Nada disto é no entanto novidade, e só a produção contínua de ruído de fundo é que permite a este governo manter-se à tona de água. Há mais de um mês que a troika disse ao Financial Times que um chumbo do constitucional levaria a um segundo resgate. E o próprio governo e os partidos que o sustêm já o disseram e o insinuam constantemente.
Pedro Passos Coelho continua no entanto a passear-se pelos meios de comunicação e a produzir soundbytes ocos sobre o futuro brilhante e a “nova economia” que quer criar, quando ela já está criada, e pode até ser vista na Irlanda saída do “primeiro resgate”: países pobres, com salários miseráveis e serviços públicos terceiro-mundistas, precarização generalizada da sociedade e exílio laboral dos jovens e dos melhores quadros. Bem-vindos ao admirável mundo novo de Passos Coelho.
A Hidra produz confusão, e é apenas isso que ela quer. Desde há bastante tempo que a troika e o governo apenas vivem da contradição e do ruído de fundo, uma vez que falhou qualquer tentativa de conseguir que a população aceitasse o massacre inscrito no memorando e preconizado pela troika.
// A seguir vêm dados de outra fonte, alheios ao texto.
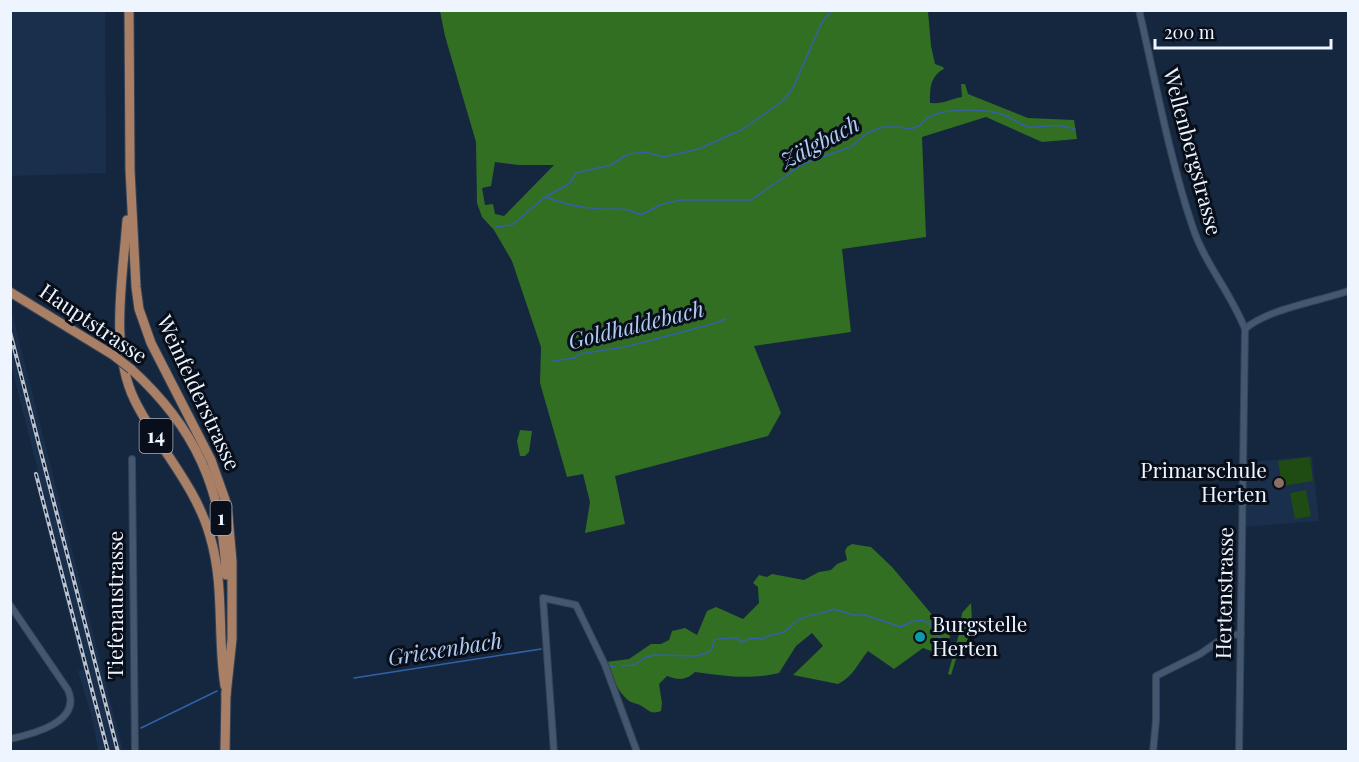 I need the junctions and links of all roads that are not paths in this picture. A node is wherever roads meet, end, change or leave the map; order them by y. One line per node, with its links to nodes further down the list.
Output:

E por isso vivem de ruído, de milhares de pequenas contradições, de pequenos relatos parciais, de minúsculos sucessos anunciados com mais pompa do que gigantes catástrofes, que chocam constantemente entre si para produzir um adormecimento geral da população e para inventar discussões estéreis, desviando do essencial: a troika e o governo estão a destruir o país, levaram à maior vaga de emigração desde que há registo, ao mais elevado nível de desemprego de sempre, à precarização generalizada de quem trabalha e privatizaram os maiores e mais rentáveis recursos públicos de que o país dispõe. E a dívida pública? É a maior de sempre – 131% do PIB. Tudo o resto é conversa. A Hidra é uma inimiga poderosa, não há nenhum aliado dos povos dentro destas cabeças e não é possível vencê-la sem saber que têm de ser todas derrubadas.